> _Provided records_:
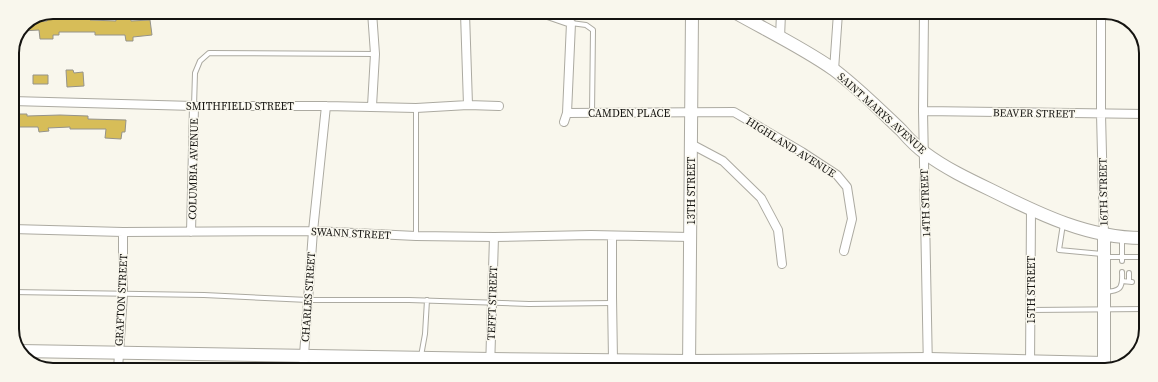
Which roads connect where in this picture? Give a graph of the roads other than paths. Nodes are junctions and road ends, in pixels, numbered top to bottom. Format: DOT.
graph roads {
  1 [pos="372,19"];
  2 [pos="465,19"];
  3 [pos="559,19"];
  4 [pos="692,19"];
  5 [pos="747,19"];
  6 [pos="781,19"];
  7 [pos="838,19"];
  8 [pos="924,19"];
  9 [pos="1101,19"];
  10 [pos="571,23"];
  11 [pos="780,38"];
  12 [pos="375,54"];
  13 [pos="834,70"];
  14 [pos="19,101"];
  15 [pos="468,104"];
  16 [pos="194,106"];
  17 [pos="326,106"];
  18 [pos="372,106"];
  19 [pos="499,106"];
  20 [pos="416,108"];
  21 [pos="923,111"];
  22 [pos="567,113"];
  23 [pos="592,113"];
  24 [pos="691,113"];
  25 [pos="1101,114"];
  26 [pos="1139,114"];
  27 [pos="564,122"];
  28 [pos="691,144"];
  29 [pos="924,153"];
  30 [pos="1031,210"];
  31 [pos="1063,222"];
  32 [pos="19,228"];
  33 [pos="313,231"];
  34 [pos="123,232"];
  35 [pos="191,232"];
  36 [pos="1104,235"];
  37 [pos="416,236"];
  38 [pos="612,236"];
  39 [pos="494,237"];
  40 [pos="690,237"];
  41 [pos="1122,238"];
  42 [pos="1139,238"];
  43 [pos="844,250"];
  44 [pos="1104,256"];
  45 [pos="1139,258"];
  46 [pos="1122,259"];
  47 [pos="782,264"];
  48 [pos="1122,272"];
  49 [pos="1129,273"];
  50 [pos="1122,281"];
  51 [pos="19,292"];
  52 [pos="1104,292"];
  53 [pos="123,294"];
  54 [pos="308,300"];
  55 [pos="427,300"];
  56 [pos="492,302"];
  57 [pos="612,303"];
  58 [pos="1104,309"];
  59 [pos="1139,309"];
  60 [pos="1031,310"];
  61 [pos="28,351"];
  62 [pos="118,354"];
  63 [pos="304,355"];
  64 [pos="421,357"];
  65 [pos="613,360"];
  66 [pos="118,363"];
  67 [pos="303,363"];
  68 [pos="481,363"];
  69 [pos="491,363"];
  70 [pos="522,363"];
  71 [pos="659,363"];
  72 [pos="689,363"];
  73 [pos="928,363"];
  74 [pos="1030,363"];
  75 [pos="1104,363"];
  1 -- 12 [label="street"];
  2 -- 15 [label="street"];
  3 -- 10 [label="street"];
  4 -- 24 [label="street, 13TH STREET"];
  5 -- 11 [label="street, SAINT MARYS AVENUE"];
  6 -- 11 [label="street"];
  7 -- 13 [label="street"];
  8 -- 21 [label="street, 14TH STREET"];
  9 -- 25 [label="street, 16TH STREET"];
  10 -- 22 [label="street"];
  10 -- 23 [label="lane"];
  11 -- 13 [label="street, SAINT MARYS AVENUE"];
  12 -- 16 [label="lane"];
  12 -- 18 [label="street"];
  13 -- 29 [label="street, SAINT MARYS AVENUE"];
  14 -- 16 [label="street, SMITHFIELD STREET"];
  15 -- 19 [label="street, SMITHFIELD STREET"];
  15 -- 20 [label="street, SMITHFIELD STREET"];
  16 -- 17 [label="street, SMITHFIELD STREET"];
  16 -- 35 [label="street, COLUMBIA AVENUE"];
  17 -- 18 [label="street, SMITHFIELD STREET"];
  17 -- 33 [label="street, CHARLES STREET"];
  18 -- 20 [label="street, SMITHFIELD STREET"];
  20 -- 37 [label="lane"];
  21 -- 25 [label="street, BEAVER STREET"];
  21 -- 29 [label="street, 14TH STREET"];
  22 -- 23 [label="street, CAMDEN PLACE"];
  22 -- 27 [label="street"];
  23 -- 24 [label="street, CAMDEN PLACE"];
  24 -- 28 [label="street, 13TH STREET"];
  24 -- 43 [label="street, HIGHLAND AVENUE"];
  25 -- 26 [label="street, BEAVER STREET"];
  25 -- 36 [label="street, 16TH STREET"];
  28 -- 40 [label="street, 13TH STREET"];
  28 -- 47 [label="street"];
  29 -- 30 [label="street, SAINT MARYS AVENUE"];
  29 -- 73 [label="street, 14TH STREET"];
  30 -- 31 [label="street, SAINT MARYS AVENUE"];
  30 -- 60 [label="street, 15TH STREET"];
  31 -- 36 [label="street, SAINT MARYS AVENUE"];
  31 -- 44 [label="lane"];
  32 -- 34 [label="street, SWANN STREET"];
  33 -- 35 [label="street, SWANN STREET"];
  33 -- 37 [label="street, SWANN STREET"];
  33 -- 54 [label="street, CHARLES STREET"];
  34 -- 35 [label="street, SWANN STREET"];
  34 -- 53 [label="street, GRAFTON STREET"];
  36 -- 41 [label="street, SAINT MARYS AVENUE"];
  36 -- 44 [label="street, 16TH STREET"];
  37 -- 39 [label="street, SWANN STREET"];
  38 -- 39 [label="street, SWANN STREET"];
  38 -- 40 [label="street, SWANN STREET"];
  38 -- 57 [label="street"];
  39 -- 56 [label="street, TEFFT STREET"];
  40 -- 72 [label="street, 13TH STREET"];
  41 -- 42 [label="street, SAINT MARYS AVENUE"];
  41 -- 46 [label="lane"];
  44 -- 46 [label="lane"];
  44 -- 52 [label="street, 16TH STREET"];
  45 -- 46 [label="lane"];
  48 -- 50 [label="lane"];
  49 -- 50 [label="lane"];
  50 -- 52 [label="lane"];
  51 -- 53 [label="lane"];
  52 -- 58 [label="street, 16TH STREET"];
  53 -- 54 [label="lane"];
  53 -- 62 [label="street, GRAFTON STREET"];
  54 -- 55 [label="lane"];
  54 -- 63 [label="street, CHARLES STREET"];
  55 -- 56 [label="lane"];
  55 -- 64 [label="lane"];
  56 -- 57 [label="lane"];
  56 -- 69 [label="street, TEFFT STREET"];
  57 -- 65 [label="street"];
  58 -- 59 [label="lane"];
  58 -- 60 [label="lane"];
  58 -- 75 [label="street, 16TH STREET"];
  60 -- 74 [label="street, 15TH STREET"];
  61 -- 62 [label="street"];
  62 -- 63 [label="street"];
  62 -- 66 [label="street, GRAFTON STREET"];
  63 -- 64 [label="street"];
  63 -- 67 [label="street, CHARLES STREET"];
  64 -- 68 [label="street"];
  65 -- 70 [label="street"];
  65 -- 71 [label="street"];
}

> _How to complete this task_: Make an exact copy of the listing above. Its pictures are not needed.

> _Answer to this task_:
Which roads connect where in this picture? Give a graph of the roads other than paths. Nodes are junctions and road ends, in pixels, numbered top to bottom. Format: DOT.
graph roads {
  1 [pos="372,19"];
  2 [pos="465,19"];
  3 [pos="559,19"];
  4 [pos="692,19"];
  5 [pos="747,19"];
  6 [pos="781,19"];
  7 [pos="838,19"];
  8 [pos="924,19"];
  9 [pos="1101,19"];
  10 [pos="571,23"];
  11 [pos="780,38"];
  12 [pos="375,54"];
  13 [pos="834,70"];
  14 [pos="19,101"];
  15 [pos="468,104"];
  16 [pos="194,106"];
  17 [pos="326,106"];
  18 [pos="372,106"];
  19 [pos="499,106"];
  20 [pos="416,108"];
  21 [pos="923,111"];
  22 [pos="567,113"];
  23 [pos="592,113"];
  24 [pos="691,113"];
  25 [pos="1101,114"];
  26 [pos="1139,114"];
  27 [pos="564,122"];
  28 [pos="691,144"];
  29 [pos="924,153"];
  30 [pos="1031,210"];
  31 [pos="1063,222"];
  32 [pos="19,228"];
  33 [pos="313,231"];
  34 [pos="123,232"];
  35 [pos="191,232"];
  36 [pos="1104,235"];
  37 [pos="416,236"];
  38 [pos="612,236"];
  39 [pos="494,237"];
  40 [pos="690,237"];
  41 [pos="1122,238"];
  42 [pos="1139,238"];
  43 [pos="844,250"];
  44 [pos="1104,256"];
  45 [pos="1139,258"];
  46 [pos="1122,259"];
  47 [pos="782,264"];
  48 [pos="1122,272"];
  49 [pos="1129,273"];
  50 [pos="1122,281"];
  51 [pos="19,292"];
  52 [pos="1104,292"];
  53 [pos="123,294"];
  54 [pos="308,300"];
  55 [pos="427,300"];
  56 [pos="492,302"];
  57 [pos="612,303"];
  58 [pos="1104,309"];
  59 [pos="1139,309"];
  60 [pos="1031,310"];
  61 [pos="28,351"];
  62 [pos="118,354"];
  63 [pos="304,355"];
  64 [pos="421,357"];
  65 [pos="613,360"];
  66 [pos="118,363"];
  67 [pos="303,363"];
  68 [pos="481,363"];
  69 [pos="491,363"];
  70 [pos="522,363"];
  71 [pos="659,363"];
  72 [pos="689,363"];
  73 [pos="928,363"];
  74 [pos="1030,363"];
  75 [pos="1104,363"];
  1 -- 12 [label="street"];
  2 -- 15 [label="street"];
  3 -- 10 [label="street"];
  4 -- 24 [label="street, 13TH STREET"];
  5 -- 11 [label="street, SAINT MARYS AVENUE"];
  6 -- 11 [label="street"];
  7 -- 13 [label="street"];
  8 -- 21 [label="street, 14TH STREET"];
  9 -- 25 [label="street, 16TH STREET"];
  10 -- 22 [label="street"];
  10 -- 23 [label="lane"];
  11 -- 13 [label="street, SAINT MARYS AVENUE"];
  12 -- 16 [label="lane"];
  12 -- 18 [label="street"];
  13 -- 29 [label="street, SAINT MARYS AVENUE"];
  14 -- 16 [label="street, SMITHFIELD STREET"];
  15 -- 19 [label="street, SMITHFIELD STREET"];
  15 -- 20 [label="street, SMITHFIELD STREET"];
  16 -- 17 [label="street, SMITHFIELD STREET"];
  16 -- 35 [label="street, COLUMBIA AVENUE"];
  17 -- 18 [label="street, SMITHFIELD STREET"];
  17 -- 33 [label="street, CHARLES STREET"];
  18 -- 20 [label="street, SMITHFIELD STREET"];
  20 -- 37 [label="lane"];
  21 -- 25 [label="street, BEAVER STREET"];
  21 -- 29 [label="street, 14TH STREET"];
  22 -- 23 [label="street, CAMDEN PLACE"];
  22 -- 27 [label="street"];
  23 -- 24 [label="street, CAMDEN PLACE"];
  24 -- 28 [label="street, 13TH STREET"];
  24 -- 43 [label="street, HIGHLAND AVENUE"];
  25 -- 26 [label="street, BEAVER STREET"];
  25 -- 36 [label="street, 16TH STREET"];
  28 -- 40 [label="street, 13TH STREET"];
  28 -- 47 [label="street"];
  29 -- 30 [label="street, SAINT MARYS AVENUE"];
  29 -- 73 [label="street, 14TH STREET"];
  30 -- 31 [label="street, SAINT MARYS AVENUE"];
  30 -- 60 [label="street, 15TH STREET"];
  31 -- 36 [label="street, SAINT MARYS AVENUE"];
  31 -- 44 [label="lane"];
  32 -- 34 [label="street, SWANN STREET"];
  33 -- 35 [label="street, SWANN STREET"];
  33 -- 37 [label="street, SWANN STREET"];
  33 -- 54 [label="street, CHARLES STREET"];
  34 -- 35 [label="street, SWANN STREET"];
  34 -- 53 [label="street, GRAFTON STREET"];
  36 -- 41 [label="street, SAINT MARYS AVENUE"];
  36 -- 44 [label="street, 16TH STREET"];
  37 -- 39 [label="street, SWANN STREET"];
  38 -- 39 [label="street, SWANN STREET"];
  38 -- 40 [label="street, SWANN STREET"];
  38 -- 57 [label="street"];
  39 -- 56 [label="street, TEFFT STREET"];
  40 -- 72 [label="street, 13TH STREET"];
  41 -- 42 [label="street, SAINT MARYS AVENUE"];
  41 -- 46 [label="lane"];
  44 -- 46 [label="lane"];
  44 -- 52 [label="street, 16TH STREET"];
  45 -- 46 [label="lane"];
  48 -- 50 [label="lane"];
  49 -- 50 [label="lane"];
  50 -- 52 [label="lane"];
  51 -- 53 [label="lane"];
  52 -- 58 [label="street, 16TH STREET"];
  53 -- 54 [label="lane"];
  53 -- 62 [label="street, GRAFTON STREET"];
  54 -- 55 [label="lane"];
  54 -- 63 [label="street, CHARLES STREET"];
  55 -- 56 [label="lane"];
  55 -- 64 [label="lane"];
  56 -- 57 [label="lane"];
  56 -- 69 [label="street, TEFFT STREET"];
  57 -- 65 [label="street"];
  58 -- 59 [label="lane"];
  58 -- 60 [label="lane"];
  58 -- 75 [label="street, 16TH STREET"];
  60 -- 74 [label="street, 15TH STREET"];
  61 -- 62 [label="street"];
  62 -- 63 [label="street"];
  62 -- 66 [label="street, GRAFTON STREET"];
  63 -- 64 [label="street"];
  63 -- 67 [label="street, CHARLES STREET"];
  64 -- 68 [label="street"];
  65 -- 70 [label="street"];
  65 -- 71 [label="street"];
}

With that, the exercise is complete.